(Data items)
* * * *
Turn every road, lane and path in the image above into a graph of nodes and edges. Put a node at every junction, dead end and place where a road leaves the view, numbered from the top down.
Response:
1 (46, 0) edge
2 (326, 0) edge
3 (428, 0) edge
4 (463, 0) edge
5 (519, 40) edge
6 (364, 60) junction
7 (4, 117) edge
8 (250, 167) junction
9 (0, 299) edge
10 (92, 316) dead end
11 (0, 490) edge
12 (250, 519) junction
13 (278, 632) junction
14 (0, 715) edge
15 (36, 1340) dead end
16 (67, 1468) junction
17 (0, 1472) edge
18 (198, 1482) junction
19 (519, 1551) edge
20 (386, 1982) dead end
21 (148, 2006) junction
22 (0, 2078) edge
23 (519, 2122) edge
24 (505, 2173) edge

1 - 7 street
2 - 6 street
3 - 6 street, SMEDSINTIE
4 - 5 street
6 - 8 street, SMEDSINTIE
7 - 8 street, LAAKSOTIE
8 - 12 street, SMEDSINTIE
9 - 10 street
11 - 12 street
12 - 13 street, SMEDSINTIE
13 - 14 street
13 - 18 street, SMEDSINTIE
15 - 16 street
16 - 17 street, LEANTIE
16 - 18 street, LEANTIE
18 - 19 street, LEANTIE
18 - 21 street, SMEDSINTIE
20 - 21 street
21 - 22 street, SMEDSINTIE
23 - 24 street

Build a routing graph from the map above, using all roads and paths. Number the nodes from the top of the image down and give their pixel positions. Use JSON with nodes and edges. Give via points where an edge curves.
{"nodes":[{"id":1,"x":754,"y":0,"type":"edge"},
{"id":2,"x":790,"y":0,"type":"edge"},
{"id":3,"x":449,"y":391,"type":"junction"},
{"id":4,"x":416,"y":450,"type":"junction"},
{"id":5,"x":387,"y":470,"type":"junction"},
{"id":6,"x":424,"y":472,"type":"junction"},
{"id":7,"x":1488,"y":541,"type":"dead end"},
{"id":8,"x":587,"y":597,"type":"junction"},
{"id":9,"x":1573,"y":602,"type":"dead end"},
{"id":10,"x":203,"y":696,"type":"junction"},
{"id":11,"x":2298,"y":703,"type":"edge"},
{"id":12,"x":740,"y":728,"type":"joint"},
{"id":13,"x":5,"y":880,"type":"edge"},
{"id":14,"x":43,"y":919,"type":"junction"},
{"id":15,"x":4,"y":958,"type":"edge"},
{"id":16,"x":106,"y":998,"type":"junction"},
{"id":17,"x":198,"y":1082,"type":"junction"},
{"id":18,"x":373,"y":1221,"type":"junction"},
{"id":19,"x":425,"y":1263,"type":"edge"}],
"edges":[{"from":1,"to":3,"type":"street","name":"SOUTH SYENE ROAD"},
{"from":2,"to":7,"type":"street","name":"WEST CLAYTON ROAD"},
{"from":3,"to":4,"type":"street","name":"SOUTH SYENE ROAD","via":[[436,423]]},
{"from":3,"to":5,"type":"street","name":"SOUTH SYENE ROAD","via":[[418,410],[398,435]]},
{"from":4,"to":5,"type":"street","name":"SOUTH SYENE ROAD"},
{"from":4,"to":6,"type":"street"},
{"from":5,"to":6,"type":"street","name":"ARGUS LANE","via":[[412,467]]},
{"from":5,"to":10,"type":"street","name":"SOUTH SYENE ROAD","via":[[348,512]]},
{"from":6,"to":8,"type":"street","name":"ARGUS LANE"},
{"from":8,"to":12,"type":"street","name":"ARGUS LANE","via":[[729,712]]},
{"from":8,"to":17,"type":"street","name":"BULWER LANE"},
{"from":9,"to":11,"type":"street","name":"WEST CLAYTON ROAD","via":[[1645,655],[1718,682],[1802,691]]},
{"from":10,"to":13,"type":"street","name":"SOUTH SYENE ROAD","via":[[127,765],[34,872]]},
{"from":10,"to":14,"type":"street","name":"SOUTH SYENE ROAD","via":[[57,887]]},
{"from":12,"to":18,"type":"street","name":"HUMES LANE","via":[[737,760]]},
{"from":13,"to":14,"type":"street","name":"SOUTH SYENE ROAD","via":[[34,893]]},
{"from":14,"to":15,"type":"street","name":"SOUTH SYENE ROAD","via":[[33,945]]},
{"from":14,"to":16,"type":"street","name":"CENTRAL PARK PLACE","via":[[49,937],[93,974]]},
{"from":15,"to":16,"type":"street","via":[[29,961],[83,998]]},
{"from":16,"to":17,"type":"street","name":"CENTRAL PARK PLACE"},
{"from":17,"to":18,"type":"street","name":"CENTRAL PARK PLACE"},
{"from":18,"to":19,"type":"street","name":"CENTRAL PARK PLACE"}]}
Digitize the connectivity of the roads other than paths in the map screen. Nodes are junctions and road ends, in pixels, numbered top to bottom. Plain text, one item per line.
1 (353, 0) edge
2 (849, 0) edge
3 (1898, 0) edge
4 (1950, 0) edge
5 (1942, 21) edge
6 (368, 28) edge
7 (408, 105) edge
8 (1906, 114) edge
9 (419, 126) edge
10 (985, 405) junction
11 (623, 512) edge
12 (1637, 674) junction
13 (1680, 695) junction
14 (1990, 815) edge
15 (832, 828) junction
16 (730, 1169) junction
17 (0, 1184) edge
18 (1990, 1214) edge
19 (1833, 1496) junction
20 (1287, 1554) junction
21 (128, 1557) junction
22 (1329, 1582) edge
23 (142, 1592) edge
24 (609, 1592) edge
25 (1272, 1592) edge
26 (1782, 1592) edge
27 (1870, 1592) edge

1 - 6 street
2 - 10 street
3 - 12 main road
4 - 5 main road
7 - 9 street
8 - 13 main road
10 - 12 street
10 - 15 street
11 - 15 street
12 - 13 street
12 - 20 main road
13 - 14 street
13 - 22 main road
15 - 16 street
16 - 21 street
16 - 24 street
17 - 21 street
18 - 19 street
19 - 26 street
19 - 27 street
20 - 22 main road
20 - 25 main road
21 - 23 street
* * * *
◆ Task instructions ◆
Reproduce all entries. Keep them exact.

◆ Task response ◆
Turn every road, lane and path in the image above into a graph of nodes and edges. Put a node at every junction, dead end and place where a road leaves the view, numbered from the top down.
Response:
1 (46, 0) edge
2 (326, 0) edge
3 (428, 0) edge
4 (463, 0) edge
5 (519, 40) edge
6 (364, 60) junction
7 (4, 117) edge
8 (250, 167) junction
9 (0, 299) edge
10 (92, 316) dead end
11 (0, 490) edge
12 (250, 519) junction
13 (278, 632) junction
14 (0, 715) edge
15 (36, 1340) dead end
16 (67, 1468) junction
17 (0, 1472) edge
18 (198, 1482) junction
19 (519, 1551) edge
20 (386, 1982) dead end
21 (148, 2006) junction
22 (0, 2078) edge
23 (519, 2122) edge
24 (505, 2173) edge

1 - 7 street
2 - 6 street
3 - 6 street, SMEDSINTIE
4 - 5 street
6 - 8 street, SMEDSINTIE
7 - 8 street, LAAKSOTIE
8 - 12 street, SMEDSINTIE
9 - 10 street
11 - 12 street
12 - 13 street, SMEDSINTIE
13 - 14 street
13 - 18 street, SMEDSINTIE
15 - 16 street
16 - 17 street, LEANTIE
16 - 18 street, LEANTIE
18 - 19 street, LEANTIE
18 - 21 street, SMEDSINTIE
20 - 21 street
21 - 22 street, SMEDSINTIE
23 - 24 street

Build a routing graph from the map above, using all roads and paths. Number the nodes from the top of the image down and give their pixel positions. Use JSON with nodes and edges. Give via points where an edge curves.
{"nodes":[{"id":1,"x":754,"y":0,"type":"edge"},
{"id":2,"x":790,"y":0,"type":"edge"},
{"id":3,"x":449,"y":391,"type":"junction"},
{"id":4,"x":416,"y":450,"type":"junction"},
{"id":5,"x":387,"y":470,"type":"junction"},
{"id":6,"x":424,"y":472,"type":"junction"},
{"id":7,"x":1488,"y":541,"type":"dead end"},
{"id":8,"x":587,"y":597,"type":"junction"},
{"id":9,"x":1573,"y":602,"type":"dead end"},
{"id":10,"x":203,"y":696,"type":"junction"},
{"id":11,"x":2298,"y":703,"type":"edge"},
{"id":12,"x":740,"y":728,"type":"joint"},
{"id":13,"x":5,"y":880,"type":"edge"},
{"id":14,"x":43,"y":919,"type":"junction"},
{"id":15,"x":4,"y":958,"type":"edge"},
{"id":16,"x":106,"y":998,"type":"junction"},
{"id":17,"x":198,"y":1082,"type":"junction"},
{"id":18,"x":373,"y":1221,"type":"junction"},
{"id":19,"x":425,"y":1263,"type":"edge"}],
"edges":[{"from":1,"to":3,"type":"street","name":"SOUTH SYENE ROAD"},
{"from":2,"to":7,"type":"street","name":"WEST CLAYTON ROAD"},
{"from":3,"to":4,"type":"street","name":"SOUTH SYENE ROAD","via":[[436,423]]},
{"from":3,"to":5,"type":"street","name":"SOUTH SYENE ROAD","via":[[418,410],[398,435]]},
{"from":4,"to":5,"type":"street","name":"SOUTH SYENE ROAD"},
{"from":4,"to":6,"type":"street"},
{"from":5,"to":6,"type":"street","name":"ARGUS LANE","via":[[412,467]]},
{"from":5,"to":10,"type":"street","name":"SOUTH SYENE ROAD","via":[[348,512]]},
{"from":6,"to":8,"type":"street","name":"ARGUS LANE"},
{"from":8,"to":12,"type":"street","name":"ARGUS LANE","via":[[729,712]]},
{"from":8,"to":17,"type":"street","name":"BULWER LANE"},
{"from":9,"to":11,"type":"street","name":"WEST CLAYTON ROAD","via":[[1645,655],[1718,682],[1802,691]]},
{"from":10,"to":13,"type":"street","name":"SOUTH SYENE ROAD","via":[[127,765],[34,872]]},
{"from":10,"to":14,"type":"street","name":"SOUTH SYENE ROAD","via":[[57,887]]},
{"from":12,"to":18,"type":"street","name":"HUMES LANE","via":[[737,760]]},
{"from":13,"to":14,"type":"street","name":"SOUTH SYENE ROAD","via":[[34,893]]},
{"from":14,"to":15,"type":"street","name":"SOUTH SYENE ROAD","via":[[33,945]]},
{"from":14,"to":16,"type":"street","name":"CENTRAL PARK PLACE","via":[[49,937],[93,974]]},
{"from":15,"to":16,"type":"street","via":[[29,961],[83,998]]},
{"from":16,"to":17,"type":"street","name":"CENTRAL PARK PLACE"},
{"from":17,"to":18,"type":"street","name":"CENTRAL PARK PLACE"},
{"from":18,"to":19,"type":"street","name":"CENTRAL PARK PLACE"}]}
Digitize the connectivity of the roads other than paths in the map screen. Nodes are junctions and road ends, in pixels, numbered top to bottom. Plain text, one item per line.
1 (353, 0) edge
2 (849, 0) edge
3 (1898, 0) edge
4 (1950, 0) edge
5 (1942, 21) edge
6 (368, 28) edge
7 (408, 105) edge
8 (1906, 114) edge
9 (419, 126) edge
10 (985, 405) junction
11 (623, 512) edge
12 (1637, 674) junction
13 (1680, 695) junction
14 (1990, 815) edge
15 (832, 828) junction
16 (730, 1169) junction
17 (0, 1184) edge
18 (1990, 1214) edge
19 (1833, 1496) junction
20 (1287, 1554) junction
21 (128, 1557) junction
22 (1329, 1582) edge
23 (142, 1592) edge
24 (609, 1592) edge
25 (1272, 1592) edge
26 (1782, 1592) edge
27 (1870, 1592) edge

1 - 6 street
2 - 10 street
3 - 12 main road
4 - 5 main road
7 - 9 street
8 - 13 main road
10 - 12 street
10 - 15 street
11 - 15 street
12 - 13 street
12 - 20 main road
13 - 14 street
13 - 22 main road
15 - 16 street
16 - 21 street
16 - 24 street
17 - 21 street
18 - 19 street
19 - 26 street
19 - 27 street
20 - 22 main road
20 - 25 main road
21 - 23 street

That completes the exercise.